Its not a real loft though.
The AIM-7F already incorporated an optimized dynamic autopilot (control surface deflection response to input based on altitude and, target look up / down) , replacing the existing Autopilot band A/B/C response curve(s).
SMT can carry 6.
Isn’t the loft profile a feature on AIM-7MH, which we dont have in game?
So for the first 1/3 of ToF, MH guidance signals are damped to give a maintain a loft(only MH). It also doesn’t seem to be a traditional IOG loft, the missile just knows that for the first 1/3 it needs to fly a muted profile with the induced loft.
I have told you straight up that the tested scenario is severely and obviously broken. 30% higher drag should result in major time to target losses, but your tests don’t. Like look at the R-27ER velocity plot, that missile has lost more than half of its peak velocity by 60 seconds at 15km. Having no difference in time to travel at 80 seconds is clearly wrong. You are jusrt refusing to acknowledge this.
He says that CxK is varied as drag coefficient, but the problem as I’ve noted is that varying it doesn’t produce appropriate drag response. I suspect that Warthunder’s missile model doesn’t actually expose a pure parasitic drag coefficient and CxK is actually a induced drag coefficient multiplier, while parasitic drag is calculated based on missile body parameters.
good find ive been trying to search for that for ages, what manual did it end up being in?
@MiG_23M The chinese claim the 100km range comes from a mach 1.5 launch against a mach 1.5 target at 20km altitude for the R-77, they still claim it superior to the AIM-120A/B though. If you could reconfigure your test missile to have its max range at 100km in those conditions and recompare to the AIM-120A could be interesting
This graph is not real btw
The documentation I’ve found suggests the AIM-7M received updated memory or guidance software. The only difference between AIM-7M and MH is expanded memory module with additional stored target info to aid against ECCM environments.
They make a lot of claims, although I’m unsure which model of R-77 they got. (There was an initial batch of R-77, later the revised “RVV-AE” which we’ve come to believe might have worse performance as an export missile… Even though Russia didn’t produce the domestic model for themselves and opted to continue development of the R-77-1. Later the R-77M for the Su-57 (wouldn’t want to launch something with grid fins from the stealth fighter and give away your position instantly).
The missile had no lofted trajectory of any kind, and missiles in war thunder are highly sensitive to the angle of elevation you launch them. The Rafale model I was using wouldn’t launch them going straight for some reason.
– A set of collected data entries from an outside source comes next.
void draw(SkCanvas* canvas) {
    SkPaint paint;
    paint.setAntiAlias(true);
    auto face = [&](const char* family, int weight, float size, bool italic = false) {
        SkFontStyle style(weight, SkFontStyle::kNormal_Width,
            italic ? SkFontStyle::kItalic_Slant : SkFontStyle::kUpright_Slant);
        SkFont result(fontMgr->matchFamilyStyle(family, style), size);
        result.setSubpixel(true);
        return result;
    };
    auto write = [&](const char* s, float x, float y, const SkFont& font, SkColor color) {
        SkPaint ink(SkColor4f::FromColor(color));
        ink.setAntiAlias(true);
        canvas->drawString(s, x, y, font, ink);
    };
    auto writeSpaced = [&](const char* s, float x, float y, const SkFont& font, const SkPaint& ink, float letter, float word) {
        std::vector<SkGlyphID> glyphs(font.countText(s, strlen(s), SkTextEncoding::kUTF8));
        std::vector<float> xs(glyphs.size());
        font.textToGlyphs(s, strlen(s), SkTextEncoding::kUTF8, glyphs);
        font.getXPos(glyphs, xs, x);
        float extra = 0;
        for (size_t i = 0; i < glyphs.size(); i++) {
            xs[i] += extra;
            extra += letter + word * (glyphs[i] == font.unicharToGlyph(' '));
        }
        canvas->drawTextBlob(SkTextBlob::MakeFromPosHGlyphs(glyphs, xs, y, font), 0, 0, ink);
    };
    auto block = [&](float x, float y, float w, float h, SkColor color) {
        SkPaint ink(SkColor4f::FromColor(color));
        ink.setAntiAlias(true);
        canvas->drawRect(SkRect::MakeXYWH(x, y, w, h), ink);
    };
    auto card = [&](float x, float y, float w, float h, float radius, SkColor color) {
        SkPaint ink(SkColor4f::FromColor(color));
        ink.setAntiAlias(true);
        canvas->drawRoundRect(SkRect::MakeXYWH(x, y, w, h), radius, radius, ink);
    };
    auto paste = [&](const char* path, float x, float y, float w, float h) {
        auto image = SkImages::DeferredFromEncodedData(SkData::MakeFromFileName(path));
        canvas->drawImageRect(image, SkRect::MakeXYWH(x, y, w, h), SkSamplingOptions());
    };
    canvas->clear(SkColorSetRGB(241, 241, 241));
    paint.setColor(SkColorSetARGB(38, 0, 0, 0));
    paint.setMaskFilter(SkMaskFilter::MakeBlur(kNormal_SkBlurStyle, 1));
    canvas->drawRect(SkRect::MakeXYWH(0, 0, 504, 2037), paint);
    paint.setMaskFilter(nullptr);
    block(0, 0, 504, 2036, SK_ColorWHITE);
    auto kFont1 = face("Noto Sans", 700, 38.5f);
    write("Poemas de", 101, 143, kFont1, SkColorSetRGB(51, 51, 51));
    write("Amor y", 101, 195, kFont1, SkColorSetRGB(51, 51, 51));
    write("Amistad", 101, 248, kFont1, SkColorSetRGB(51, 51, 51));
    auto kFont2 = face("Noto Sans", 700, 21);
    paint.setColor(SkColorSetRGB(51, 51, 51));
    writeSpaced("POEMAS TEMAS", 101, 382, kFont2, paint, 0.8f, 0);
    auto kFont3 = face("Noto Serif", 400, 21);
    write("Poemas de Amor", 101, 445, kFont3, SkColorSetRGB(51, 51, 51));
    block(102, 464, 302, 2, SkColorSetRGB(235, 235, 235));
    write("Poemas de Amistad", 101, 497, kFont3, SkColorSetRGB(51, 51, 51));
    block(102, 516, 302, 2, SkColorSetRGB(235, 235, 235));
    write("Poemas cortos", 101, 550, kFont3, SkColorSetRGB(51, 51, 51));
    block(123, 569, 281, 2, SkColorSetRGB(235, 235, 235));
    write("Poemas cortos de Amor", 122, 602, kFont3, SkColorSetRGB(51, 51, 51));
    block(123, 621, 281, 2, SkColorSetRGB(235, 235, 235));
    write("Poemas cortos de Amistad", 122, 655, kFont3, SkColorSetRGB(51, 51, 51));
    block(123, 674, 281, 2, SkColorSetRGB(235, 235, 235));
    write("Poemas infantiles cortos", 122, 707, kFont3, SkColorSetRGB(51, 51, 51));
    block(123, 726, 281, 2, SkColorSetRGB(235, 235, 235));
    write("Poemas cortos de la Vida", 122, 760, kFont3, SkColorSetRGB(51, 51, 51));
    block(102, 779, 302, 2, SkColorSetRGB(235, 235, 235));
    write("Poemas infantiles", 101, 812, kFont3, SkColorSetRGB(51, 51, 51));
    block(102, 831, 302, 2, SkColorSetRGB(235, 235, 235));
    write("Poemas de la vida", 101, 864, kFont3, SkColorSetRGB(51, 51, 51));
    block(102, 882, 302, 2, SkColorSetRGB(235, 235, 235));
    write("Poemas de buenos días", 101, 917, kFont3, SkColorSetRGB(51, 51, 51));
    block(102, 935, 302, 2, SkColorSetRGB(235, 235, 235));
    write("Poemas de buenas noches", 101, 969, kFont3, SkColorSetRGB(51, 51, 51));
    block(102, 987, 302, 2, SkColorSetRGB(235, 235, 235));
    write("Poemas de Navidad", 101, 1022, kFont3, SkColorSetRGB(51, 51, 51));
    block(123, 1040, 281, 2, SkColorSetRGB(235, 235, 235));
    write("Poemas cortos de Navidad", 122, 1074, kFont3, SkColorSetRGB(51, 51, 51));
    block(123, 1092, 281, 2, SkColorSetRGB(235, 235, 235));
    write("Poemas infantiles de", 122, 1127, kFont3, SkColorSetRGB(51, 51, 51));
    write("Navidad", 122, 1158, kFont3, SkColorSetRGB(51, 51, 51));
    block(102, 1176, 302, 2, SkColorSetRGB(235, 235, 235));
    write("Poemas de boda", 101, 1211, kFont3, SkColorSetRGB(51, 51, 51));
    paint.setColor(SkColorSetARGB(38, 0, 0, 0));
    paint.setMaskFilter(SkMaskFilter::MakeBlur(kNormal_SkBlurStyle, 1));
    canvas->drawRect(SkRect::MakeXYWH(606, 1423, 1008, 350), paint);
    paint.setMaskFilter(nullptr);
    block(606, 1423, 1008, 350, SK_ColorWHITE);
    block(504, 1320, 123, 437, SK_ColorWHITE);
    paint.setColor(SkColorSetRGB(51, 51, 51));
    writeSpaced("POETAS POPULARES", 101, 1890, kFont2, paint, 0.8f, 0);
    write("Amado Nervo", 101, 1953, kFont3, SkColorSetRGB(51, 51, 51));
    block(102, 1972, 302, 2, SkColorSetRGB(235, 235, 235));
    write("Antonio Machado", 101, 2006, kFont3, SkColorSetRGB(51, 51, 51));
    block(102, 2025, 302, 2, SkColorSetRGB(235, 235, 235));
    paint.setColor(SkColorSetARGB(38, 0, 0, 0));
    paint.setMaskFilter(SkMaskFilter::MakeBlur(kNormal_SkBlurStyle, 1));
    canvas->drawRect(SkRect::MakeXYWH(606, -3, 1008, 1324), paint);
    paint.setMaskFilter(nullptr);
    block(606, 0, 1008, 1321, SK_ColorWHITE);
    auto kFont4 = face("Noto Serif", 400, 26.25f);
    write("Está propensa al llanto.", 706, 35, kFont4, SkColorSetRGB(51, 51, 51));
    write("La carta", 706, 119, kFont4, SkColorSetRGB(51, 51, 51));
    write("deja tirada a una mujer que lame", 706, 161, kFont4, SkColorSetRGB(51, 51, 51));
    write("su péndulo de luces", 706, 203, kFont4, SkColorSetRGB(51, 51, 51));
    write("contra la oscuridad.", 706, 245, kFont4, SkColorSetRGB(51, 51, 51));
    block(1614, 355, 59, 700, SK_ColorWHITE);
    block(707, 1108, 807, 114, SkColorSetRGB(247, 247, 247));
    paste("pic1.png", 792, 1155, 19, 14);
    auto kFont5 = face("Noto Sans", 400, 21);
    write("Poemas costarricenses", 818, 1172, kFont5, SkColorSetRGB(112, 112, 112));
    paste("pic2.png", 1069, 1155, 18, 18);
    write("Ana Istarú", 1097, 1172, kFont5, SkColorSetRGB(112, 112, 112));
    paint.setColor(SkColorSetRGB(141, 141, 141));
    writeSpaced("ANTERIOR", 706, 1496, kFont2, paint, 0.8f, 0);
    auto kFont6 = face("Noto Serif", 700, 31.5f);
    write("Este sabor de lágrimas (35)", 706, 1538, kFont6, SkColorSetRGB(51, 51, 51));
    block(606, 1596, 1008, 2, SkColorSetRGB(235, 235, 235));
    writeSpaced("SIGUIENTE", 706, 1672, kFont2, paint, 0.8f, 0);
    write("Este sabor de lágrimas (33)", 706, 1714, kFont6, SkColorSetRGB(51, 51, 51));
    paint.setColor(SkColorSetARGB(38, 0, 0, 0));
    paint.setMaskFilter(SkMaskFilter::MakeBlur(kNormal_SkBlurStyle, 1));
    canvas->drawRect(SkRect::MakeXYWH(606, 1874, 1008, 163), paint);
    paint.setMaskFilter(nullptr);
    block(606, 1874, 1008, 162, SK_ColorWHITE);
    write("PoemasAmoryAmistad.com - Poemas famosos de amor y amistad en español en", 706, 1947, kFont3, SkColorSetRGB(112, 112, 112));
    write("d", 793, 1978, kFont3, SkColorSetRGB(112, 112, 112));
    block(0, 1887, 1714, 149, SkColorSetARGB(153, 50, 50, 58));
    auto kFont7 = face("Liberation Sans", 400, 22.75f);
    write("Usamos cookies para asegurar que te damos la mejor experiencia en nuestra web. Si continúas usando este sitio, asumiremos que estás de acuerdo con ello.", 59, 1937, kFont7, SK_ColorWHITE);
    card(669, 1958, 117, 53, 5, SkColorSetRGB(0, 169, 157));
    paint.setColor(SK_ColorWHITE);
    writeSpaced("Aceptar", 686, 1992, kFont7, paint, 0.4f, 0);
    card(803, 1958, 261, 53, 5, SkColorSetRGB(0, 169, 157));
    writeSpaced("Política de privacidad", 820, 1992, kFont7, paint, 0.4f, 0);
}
The result was that the missiles varied from 1-3s in time from each other, and Gaijin had changed something because refreshing the user missions no longer pulled “updated” custom weapon info. Some of the testing didn’t update the missile, so I did further testing. (And got similar results anyway). You can expect it won’t meet the ranges of 80-100km but only if it has 2-3x the expected drag coefficient. It’s a matter of battery life.
The CxK and the caliber are both using to configure drag. That’s why the larger missiles have smaller CxK on average. This is something Mythic couldn’t figure out for a long time.
I mean CxK being related to caliber was pretty obvious IMO? But that’s not the issue. The issue is that if CxK is a drag coefficient multiplied by whatever reference area based on caliber, then it’s still all wrong that it doesn’t change time of flight more.
Basically you are presuming that CxK is such a coefficient, because that’s how you’re deriving what a “expected drag coefficient” is. But it’s obviously, obviously not based on your own testing, yet you’re steadfastly ignoring that because it doesn’t give the conclusion you want.
I don’t think, so, I think grid fins could be folded before launch with small modifications.
I’m not ignoring anything. Even after correcting the tests it still didn’t yield such low results as 80-100km range from 1.5 mach launch. Battery life would need be to a much more limiting factor. What I’ve seen instead is that R-77 has 80s guidance time and R-77-1 possibly similar, or up to 120s.
The AIM-120A/B have an 80s battery limit for reference.
My mistake, I was sure it did. Thank fors the correction.
Correcting the tests how? On what basis? If there is a way to represent higher drag that actually behaves as such, what is it?
I’m not home to record further testing but next week I can delve further into it. The point of the R-77 thread and threads like these is for us to discuss the performance of these missiles.
I’ll even share how to do the custom missile files, make missions in the CDK, etc if others want to verify my testing or critique things. Primarily it comes down to finding the right info in sources.